Step 404, for each target text, determining a text vector of the target text based on a plurality of words and a plurality of word combinations corresponding to the target text.

In the above description, the importance degree of a word or a word combination is determined using the TF-IDF value of the word or the word combination and a weight value for representing the importance degree of the word or the word combination, and then the text vector of the target text is determined according to the importance degree.

And 405, clustering the target texts based on the text vectors of the target texts to obtain a plurality of clusters.

And 406, extracting a target label of the user from at least one target text contained in each class cluster.

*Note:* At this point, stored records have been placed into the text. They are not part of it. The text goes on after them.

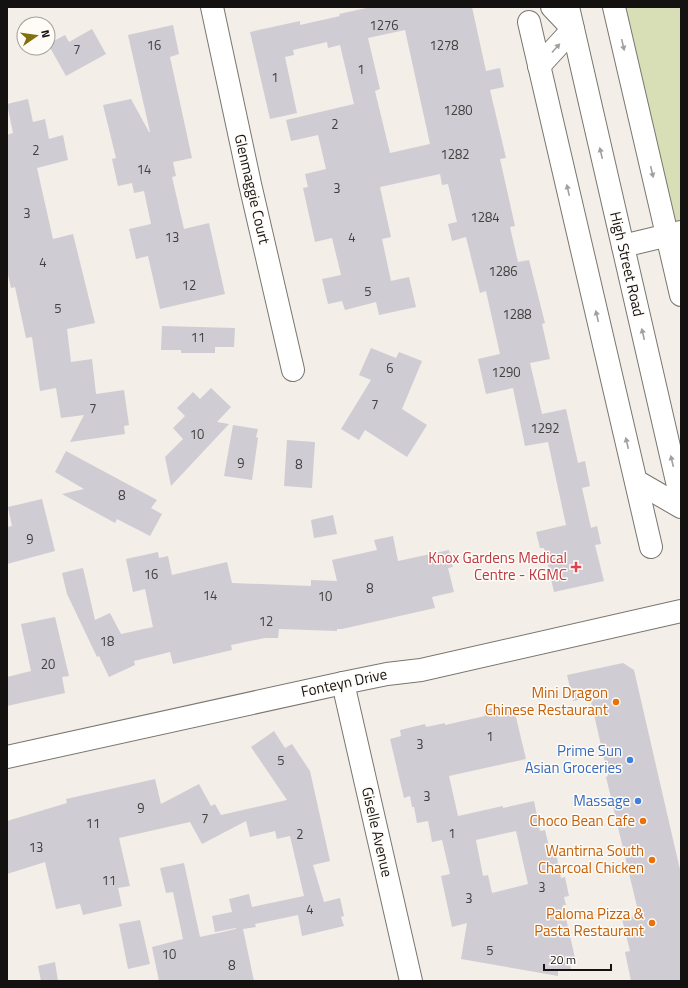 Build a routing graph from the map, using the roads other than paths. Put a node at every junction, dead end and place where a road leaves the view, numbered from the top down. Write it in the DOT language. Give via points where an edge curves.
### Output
graph roads {
  1 [pos="212,7"];
  2 [pos="552,7"];
  3 [pos="568,7"];
  4 [pos="614,7"];
  5 [pos="529,22"];
  6 [pos="573,29"];
  7 [pos="539,66"];
  8 [pos="674,234"];
  9 [pos="623,246"];
  10 [pos="681,296"];
  11 [pos="293,370"];
  12 [pos="636,481"];
  13 [pos="681,499"];
  14 [pos="681,507"];
  15 [pos="651,547"];
  16 [pos="681,611"];
  17 [pos="342,683"];
  18 [pos="7,757"];
  19 [pos="411,981"];
  1 -- 11 [label="street, Glenmaggie Court"];
  2 -- 6 [label="street"];
  3 -- 6 [label="street, High Street Road"];
  4 -- 8 [label="street, one-way"];
  5 -- 7 [label="street"];
  7 -- 6 [label="street, one-way"];
  9 -- 6 [label="street, High Street Road, one-way"];
  12 -- 7 [label="street, one-way"];
  8 -- 9 [label="street"];
  8 -- 10 [label="street"];
  13 -- 9 [label="street, High Street Road, one-way"];
  12 -- 14 [label="street"];
  12 -- 15 [label="street"];
  16 -- 17 [label="street, Fonteyn Drive" via="421,670"];
  17 -- 18 [label="street, Fonteyn Drive"];
  17 -- 19 [label="street, Giselle Avenue"];
} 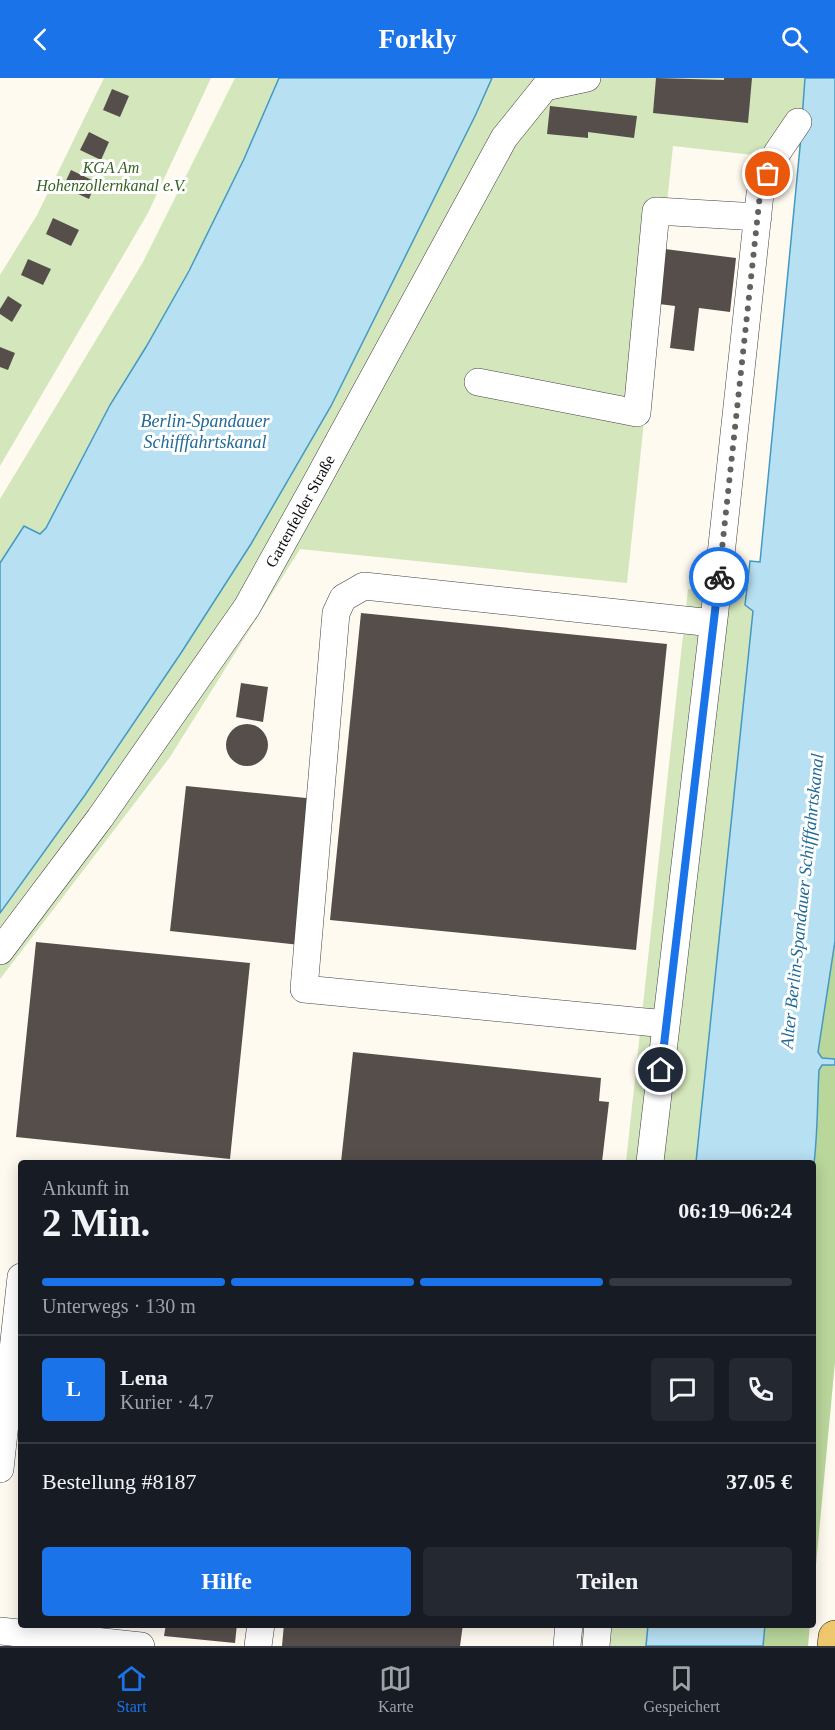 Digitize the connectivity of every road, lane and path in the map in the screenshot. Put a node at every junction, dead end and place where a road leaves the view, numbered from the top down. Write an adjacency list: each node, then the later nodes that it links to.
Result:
1 (587, 78): 6 (lane, Gartenfelder Straße)
2 (798, 122): 3 (lane)
3 (758, 217): 4 (lane); 5 (lane)
4 (478, 382)
5 (714, 617): 7 (lane); 7 (lane)
6 (0, 951)
7 (666, 1024): 8 (lane)
8 (650, 1160)
9 (18, 1305): 10 (lane)
10 (0, 1469)
11 (143, 1628): 19 (lane)
12 (260, 1628): 20 (lane)
13 (569, 1628): 21 (lane)
14 (598, 1628): 22 (lane)
15 (0, 1630): 16 (lane)
16 (40, 1630): 17 (lane)
17 (100, 1633): 19 (lane)
18 (835, 1637): 23 (main road)
19 (141, 1646)
20 (258, 1646)
21 (567, 1646)
22 (596, 1646)
23 (834, 1646) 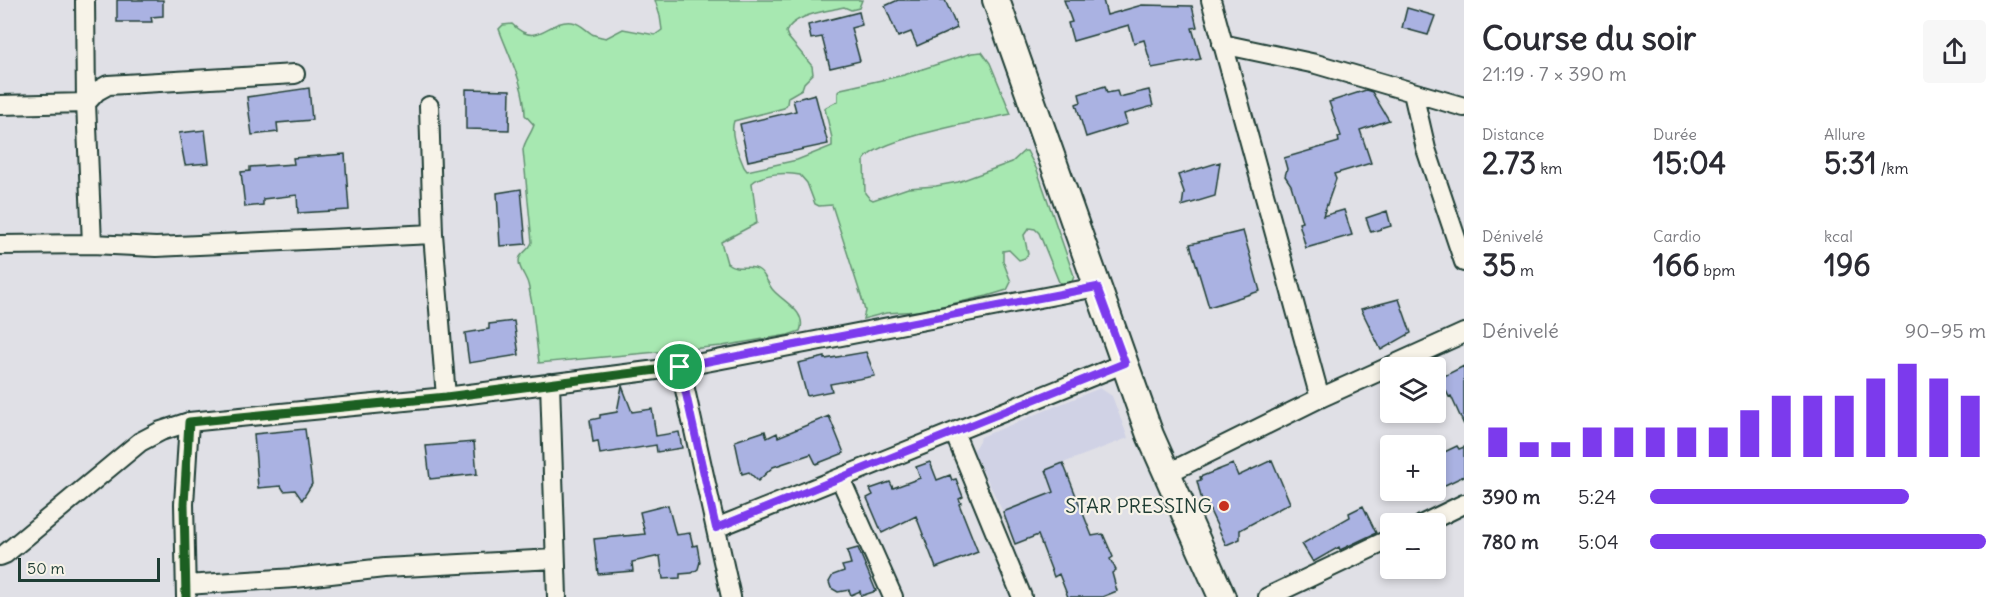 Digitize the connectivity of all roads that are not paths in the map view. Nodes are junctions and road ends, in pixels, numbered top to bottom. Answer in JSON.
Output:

Specifically, for target text clustering, a K-Means algorithm can be adopted, a skleran function interface is adopted for realizing the K-Means algorithm, and the cluster number (K value) of clustering is selected according to the value with the fastest SSE (simple State experience) descending speed. After the first clustering is completed, in order to further subdivide and mine the clustering cluster pointed by the specific theme, more secondary labels of the theme are further subdivided and mined, meanwhile, the clustering miscellaneous items occupying a larger proportion are further subdivided and mined, secondary clustering is continuously performed on the miscellaneous item clusters in the result of the first clustering, and the specific parameter selection is the same as the selection mode of the first clustering. The obtained cluster and the previous result of the secondary clustering of the full data have similar and complementary relations on the one hand by carrying out automatic iterative clustering on the miscellaneous item cluster, namely clustering the miscellaneous items of the last clustering again until the ratio of the miscellaneous item cluster to the full data is less than the preset threshold (for example, 25 percent); on the other hand, relatively small masses and small quantity (for example, 20-30 strips) can be gradually stripped in the clustering process, and the clustering cluster of partial user group voice is reflected at the same time.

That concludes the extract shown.